Quoiqu’il en soit, que les Clanton soient formés en clan est en accord avec le statut de horde originaire. Et, dans ce sens, il s’y attache une bonne dose d’analité, avec les symptômes associés qu’on retrouve chez les trois aînés, Ike, Phin et Sam, tout au long du film : homosexualité, soumission à l’autorité, sadisme et agressivité – tous très visibles dans la séquence où, privés de femmes, ils torturent Granville Thorndyke et menacent de le tuer avant de s’incliner sans discussion devant les autorités indiscutables de Doc Holliday et de leur père – indiscutables car ni l’un ni l’autre ne donne accès à l’Œdipe, Doc parce qu’il essaie d’en sortir, Clanton parce qu’il n’y rentre pas. Par contre, leur rébellion face à Wyatt Earp est à mettre en rapport avec la dernière réplique de Ike : I’m gonna kill you, adressée au Marshall et évoquant le retour, contre le substitut du père, d’un Œdipe autrement bloqué, immobilisé par la peur. Car l’immobilité est un des traits majeurs dans la figuration des trois frères : ils sont plantés dans l’encadrement de l’entrée de l’hôtel ; ils ne s’échappent pas du saloon mexicain, au contraire de Doc, Wyatt et Thorndyke ; ils sont coincés à la table du dîner de famille, dont le cadrage serré et l’avant-plan en contre-jour accentuent le confinement ; et cet être à l’arrêt, dépourvu de mouvement, rentre dans leur nature érotique (on peut s’amuser à diagnostiquer une névrose de contrainte, type Homme aux Rats).

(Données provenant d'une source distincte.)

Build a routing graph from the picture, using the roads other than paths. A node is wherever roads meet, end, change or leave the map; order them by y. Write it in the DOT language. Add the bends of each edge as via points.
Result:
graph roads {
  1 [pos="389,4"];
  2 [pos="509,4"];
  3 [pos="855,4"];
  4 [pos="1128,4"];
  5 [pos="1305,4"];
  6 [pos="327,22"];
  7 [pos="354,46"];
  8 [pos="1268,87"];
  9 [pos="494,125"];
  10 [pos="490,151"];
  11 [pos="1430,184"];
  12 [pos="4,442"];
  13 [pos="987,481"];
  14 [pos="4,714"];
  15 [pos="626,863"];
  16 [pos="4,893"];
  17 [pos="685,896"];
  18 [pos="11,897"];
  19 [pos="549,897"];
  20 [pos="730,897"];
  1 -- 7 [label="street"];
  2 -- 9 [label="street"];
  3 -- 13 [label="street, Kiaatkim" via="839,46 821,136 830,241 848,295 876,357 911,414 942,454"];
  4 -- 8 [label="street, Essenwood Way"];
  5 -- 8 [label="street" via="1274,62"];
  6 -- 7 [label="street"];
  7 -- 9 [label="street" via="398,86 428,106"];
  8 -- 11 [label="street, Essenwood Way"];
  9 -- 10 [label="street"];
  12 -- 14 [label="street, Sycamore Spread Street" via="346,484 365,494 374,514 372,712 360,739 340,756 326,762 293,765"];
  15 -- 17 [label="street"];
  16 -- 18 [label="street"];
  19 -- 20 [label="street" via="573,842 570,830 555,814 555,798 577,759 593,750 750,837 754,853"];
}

Un tel immobilisme complique forcément le passage à l’acte. Quand il s’agit de partir en ville, le Get mounted d’Old man Clanton fait écho au Let’s mount up de Wyatt Earp, mais en remplaçant un pur verbe d’action par l’expression d’une transition d’état : non plus simplement monter à cheval mais s’efforcer d’être déjà monté. Dans cette difficulté à se mouvoir, le destin familial est déjà scellé, l’anéantissement dans le combat final est inévitable. Ike, à qui le père donne enfin du « fils » (Easy on that keg, son.) est devenu l’héritier dans la prise de possession de la ville mais sa tentative de passer du stade anal à l’oralité universelle de Tombstone échoue dans la plus pitoyable des ivresses. Le progrès est incompatible avec une fixation anale et la régression volontaire vers l’oralité est bien sûr impossible, le développement sexuel ayant son tempo propre. C’est finalement le mouvement qui décide figuralement de la mort des trois frères : la poussière soulevée par la diligence et qui aveugle Ike, la course en diagonale de Wyatt que Sam est incapable de contrer et les chevaux tournicotant et affolant Phin. Et ces morts ont un effet en retour sur le vieux Clanton, déchu brutalement de son statut érotico-politique, père sans fils et tyran sans sujet, qui n’a plus qu’à actualiser sa mort symbolique par une mort effective dont Morgan Earp est l’instrument.